This novel is set around the Japanese tea ceremony, a highly ritualised and formal event. At the beginning of the novel, Kikuji Mitani was about to attend a tea ceremony given by Chikako Kurimoto. Kikuji is in his mid-twenties. His parents are both dead. Chikako Kurimoto had been his father’s mistress (though his mother may not have known). Kikuji visited Chikako with his father when he was a boy and remembers surprising her cutting the hair off a birthmark that she had between her breasts. Soon after that, she became less attractive and she reverted to a role of organising tea ceremonies. Also at this tea ceremony are three other important people. The first is Yukiko Inamura. Unknown to Kikuji, Chikako is organizing a miai (an arranged marriage) between Kikuji and Yukiko. The other two people are Mrs. Ota, another of his father’s former mistresses, whom he helped after her husband’s death, and Mrs. Ota’s daughter Fumiko. Much of the novel is about the guilt that Mrs. Ota (and her daughter) feel towards Kikuji, for having had the affair with his father. This is compared to Chikako’s reaction (she feels that she has to take control of Kikuji’s life) and Kikuji’s own reaction, which is initial attraction towards Mrs. Ota and then, contrary to Chikako’s wishes, attraction for Fumiko at the expense of Yukiko.

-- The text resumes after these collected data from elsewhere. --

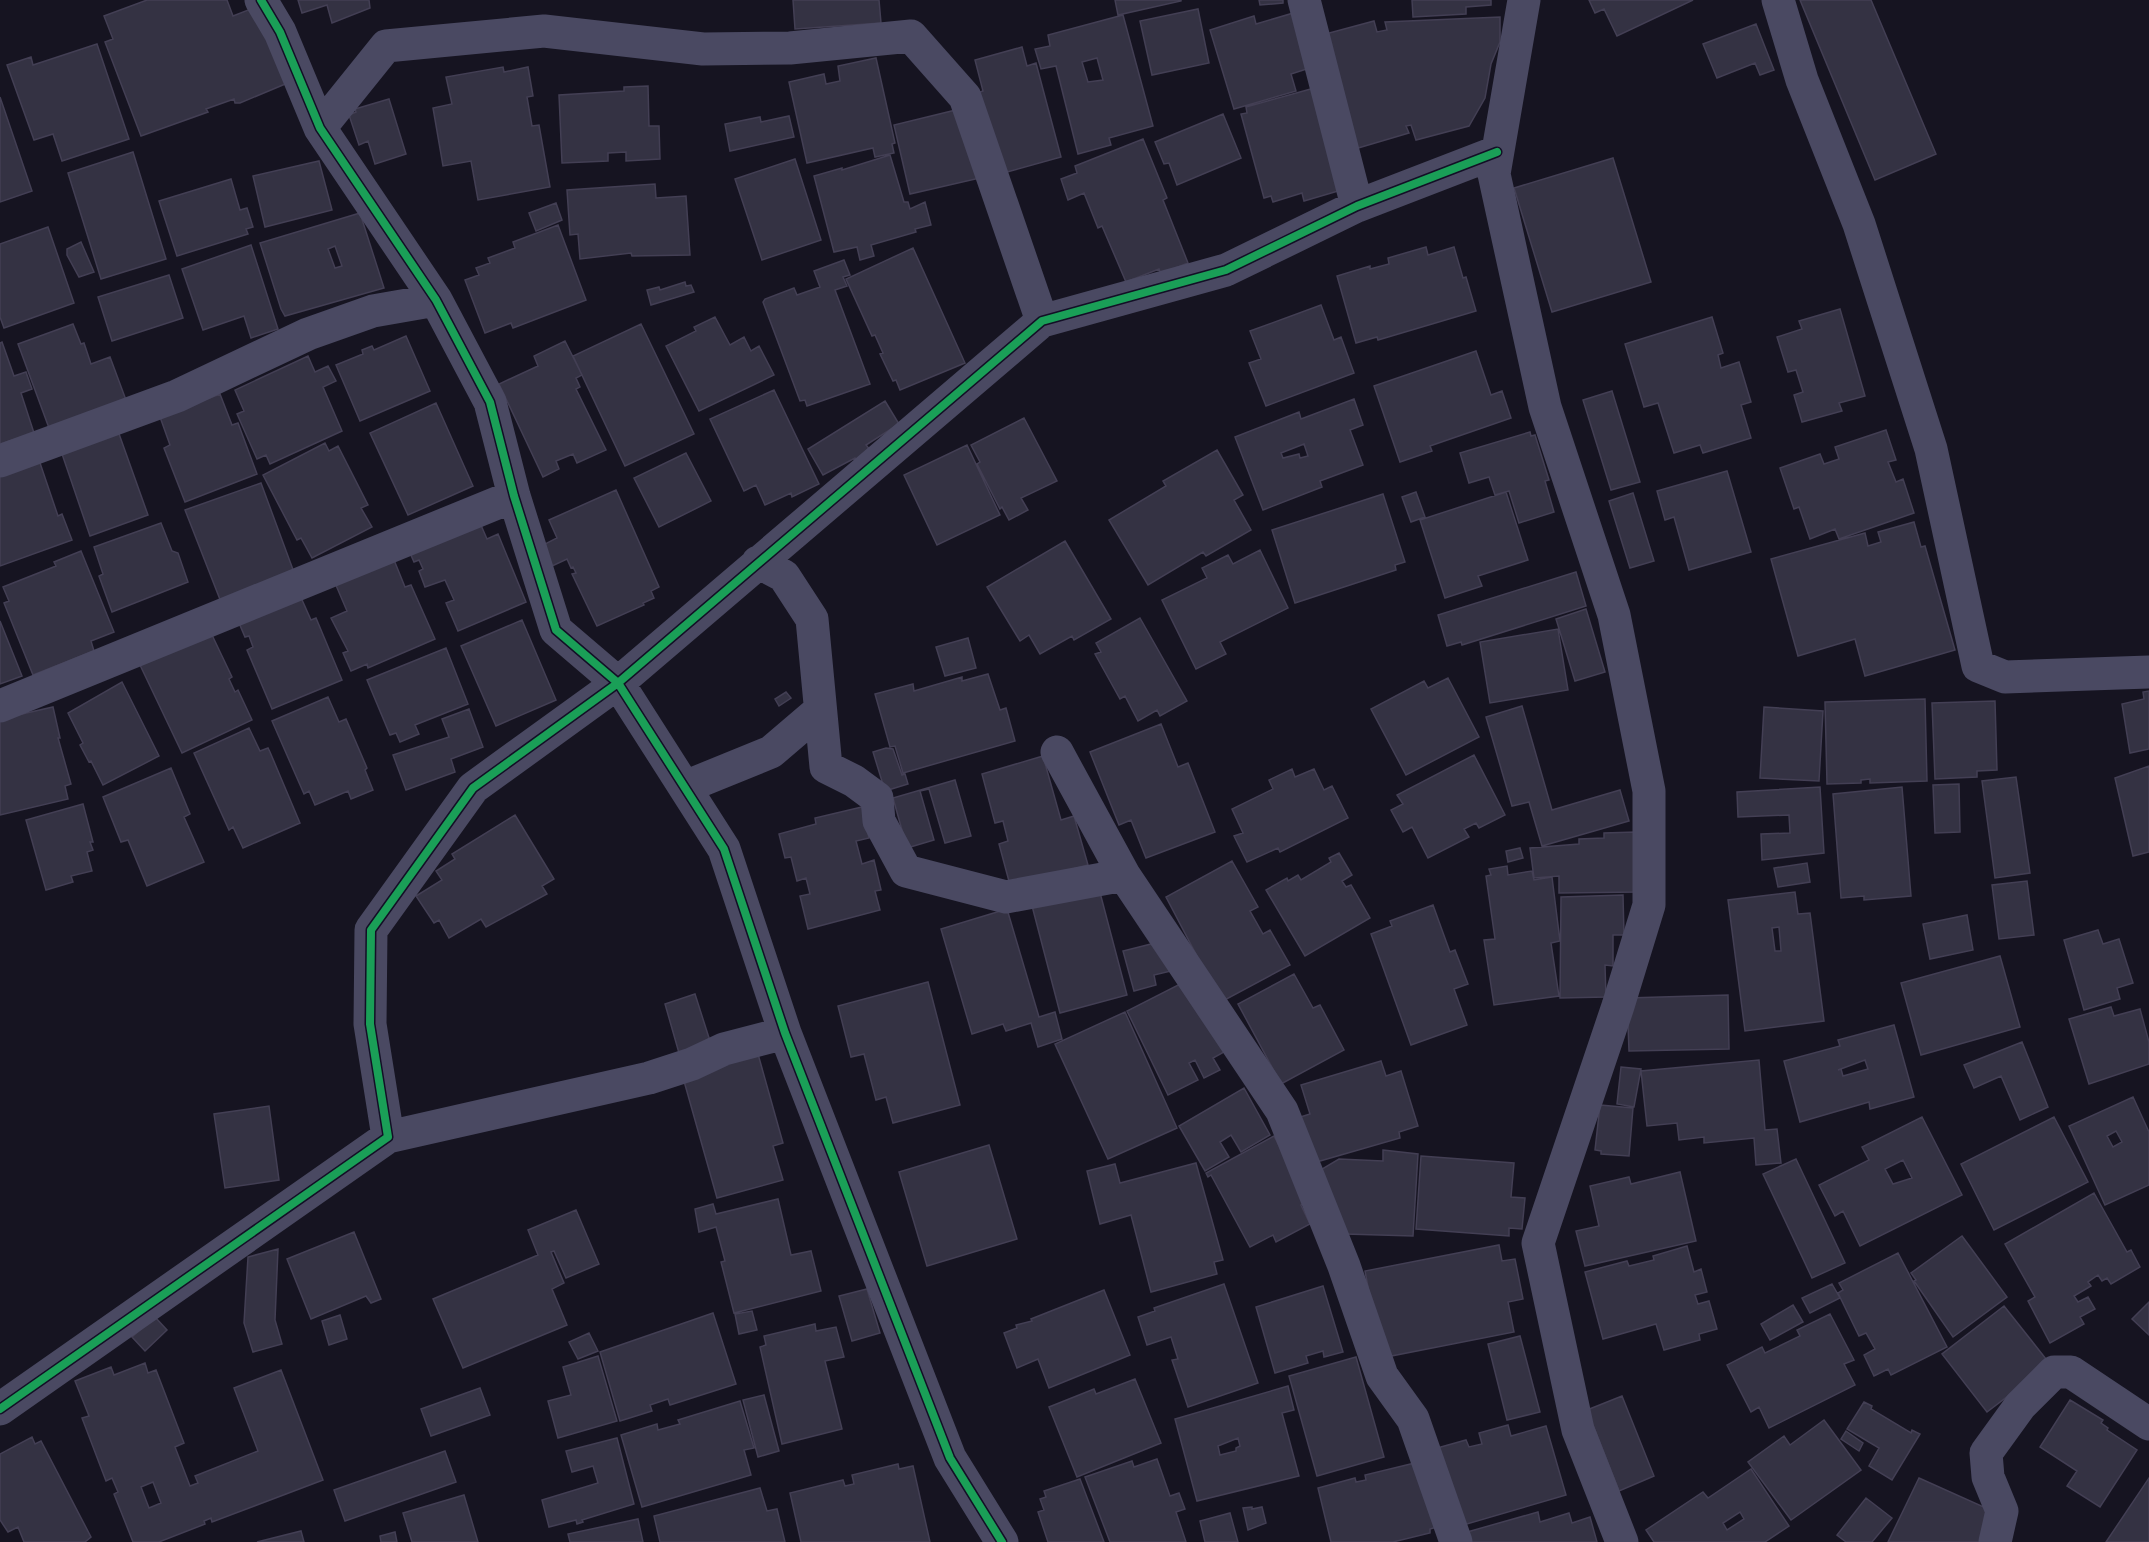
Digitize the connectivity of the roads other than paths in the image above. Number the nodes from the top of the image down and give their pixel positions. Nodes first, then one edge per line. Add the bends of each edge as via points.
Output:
1 (261, 0) edge
2 (1304, 0) edge
3 (1524, 0) edge
4 (1778, 0) edge
5 (320, 128) junction
6 (1497, 152) junction
7 (1357, 206) junction
8 (435, 300) junction
9 (1042, 321) junction
10 (0, 461) edge
11 (514, 496) junction
12 (758, 562) junction
13 (2149, 672) edge
14 (618, 683) junction
15 (0, 706) edge
16 (819, 711) junction
17 (1057, 752) dead end
18 (685, 787) junction
19 (1124, 874) junction
20 (784, 1033) junction
21 (388, 1137) junction
22 (0, 1409) edge
23 (2149, 1424) edge
24 (1002, 1542) edge
25 (1456, 1542) edge
26 (1622, 1542) edge
27 (1995, 1542) edge

1 - 5 street via 280,32
2 - 7 street
3 - 6 street
4 - 13 street via 1802,80 1858,224 1931,449 1978,666 2005,677
5 - 8 street
5 - 9 street via 386,46 544,31 703,49 790,48 911,36 965,97
6 - 7 street
6 - 26 street via 1494,174 1545,408 1614,615 1649,791 1648,905 1538,1243 1578,1430
7 - 9 street via 1226,270
8 - 10 street via 373,311 308,334 177,396
8 - 11 street via 490,402
9 - 12 street
11 - 14 street via 556,630
11 - 15 street
12 - 14 street
12 - 16 street via 784,576 812,620
14 - 18 street
14 - 21 street via 473,788 371,930 370,1024
16 - 18 street via 771,752
16 - 19 street via 826,767 877,798 879,821 906,871 1006,897
17 - 19 street
18 - 20 street via 724,849
19 - 25 street via 1282,1111 1344,1266 1382,1376 1413,1419
20 - 21 street via 724,1049 649,1078
20 - 24 street via 950,1458
21 - 22 street
23 - 27 street via 2071,1372 2054,1372 2020,1406 1986,1453 1988,1478 2002,1511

As in his other novels, Kawabata’s approach is generally understated. While Chikako is fairly imposing, pushing herself into Kikuji’s life, Kikuji’s gradual love for Fumiko is never openly stated either by him or by Kawabata. Indeed, much of it revolves around the, for Westerners, arcane tea ceremony and the significance of the gifts to Kikuji by Fumiko of tea bowls and her subsequent destruction of one of them. The inherent sadness and guilt of Mrs. Ota (completely unlike Chikako), which is transmitted to her daughter, is key. Kikuji only gradually catches on and, when he does, it is too late. As Kikuji says in the final paragraph, only Kurimoto is left. The people who recognise their guilt are always survived by those that do not.